Thornburg retrata a sus criaturas sin ahorrar en heridas ni cicatrices, consciente de que son las pocas palabras, los sueños imposibles que comparten, el último asidero antes de caer definitivamente en un pozo sin fondo. En el olvido, que es casi peor que la muerte. En la insignificancia. Repudiados, cada uno a su manera, como monstruos de feria que no han conseguido adaptarse a su tiempo. Que se mantienen aislados en una cápsula, planificando evasiones condenadas al fracaso. Da igual si se trata de sablear a una divorciada con ganas de distracción o chantajear a un empresario ganadero. Da igual si arrastran a más personas en su caída o si se queman ellos solos. Da igual porque Thornburg, pese a mostrar no poca piedad por sus criaturas, está convencido de que esa huida que desean emprender se quedará en nada. En un sueño que se esfumará, pasajero, tan pronto Cutter y Bone topen con la cruda realidad de la que tanto intentan escapar. Tan cruda como ese asesino cuyos rasgos creen identificar en J.J. Wolfe. Tan falta de escrúpulos como su cruzada por la América profunda acompañados de una adolescente con ganas de fugarse de su mediocre entorno estudiantil. Tan despiadada como las pesadillas que acosan a Cutter a cada momento, como el vómito que riega cada uno de sus diálogos y la broma infinita que le acompaña en forma de derrota. De derrota en derrota. Incapaz de conseguir superarla. De encontrar en su precario núcleo familiar ese cobijo que todavía le devuelva la sensación de un hogar que estalló con la metralla de la Guerra. De un hogar que le ata a Bone, como el hueso a la carne, quizá por ser el único en el que ve reflejada su misma ansiedad, su cobardía, su terror al mundo. A ese mundo cuya experiencia traumática transformó de arriba abajo hasta descoserlo. Hasta desmembrarlo. Hasta hacerlo únicamente soportable en un estado de permanente embriaguez. De ceguera. De locura. De un escepticismo tan atroz que nadie en su sano juicio podría soportarlo.

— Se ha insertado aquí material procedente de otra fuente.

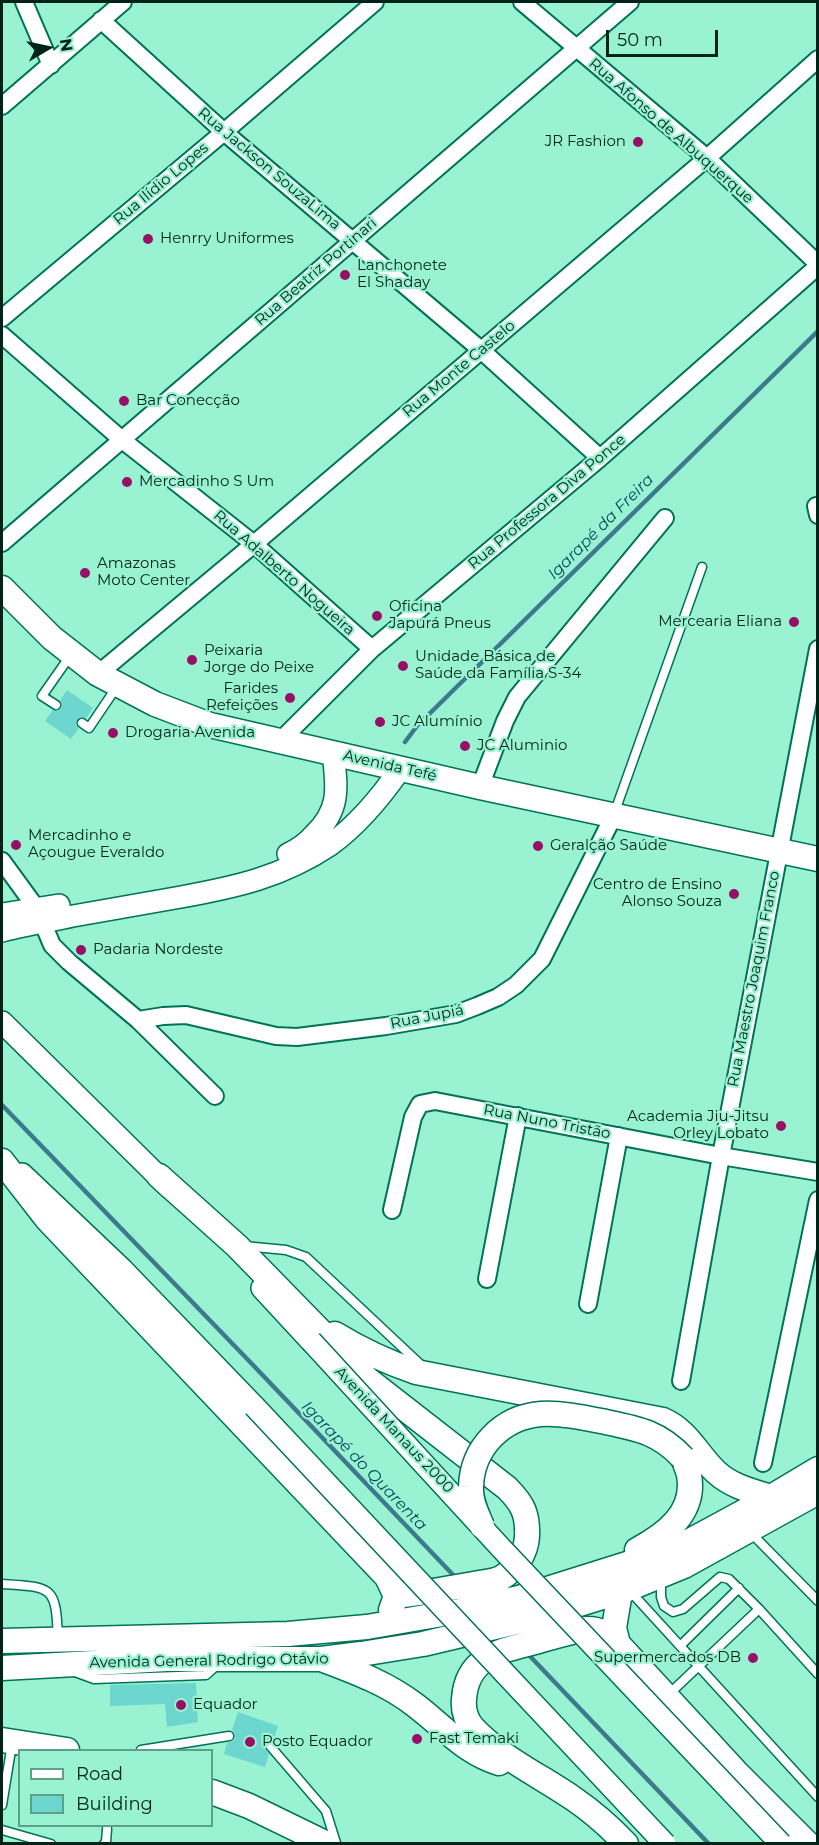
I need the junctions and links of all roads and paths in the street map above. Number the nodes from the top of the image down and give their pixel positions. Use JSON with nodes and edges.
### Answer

Cutter y Bone es la historia de dos amigos, de dos criaturas tan jodidamente solas en el mundo que han descubierto que solo pueden compartir ese dolor que tanto los oprime mirando al rostro que tienen enfrente. Es la historia de una América podrida, constreñida por la necesidad de quemar sus sueños de éxito a toda mecha y, al mismo tiempo, purgar de su relato oficial todos esos fracasos (el final de la era hippie, los escándalos políticos, Vietnam y los dogmas del capitalismo salvaje) que ensombrecen, que enseñan el cartón tras la fachada triunfadora. De ahí, pues, que el recorrido pesadillesco que emprenden los dos personajes sea, como en el libro de Brown, como en las novelas de Harry Crews, la huida sin término de una realidad que lo abarca todo. La búsqueda de un hogar reducido a cenizas. El intento por cubrir las cicatrices de un pasado tan reciente que aún no los ha abandonado; al contrario, que todavía se quiere cobrar otras tantas libras de carne. Un poco más de angustia. De un pasado, de un presente, de una falta de futuro, que les recuerda su lugar en el mundo: solos, perdidos, derrotados.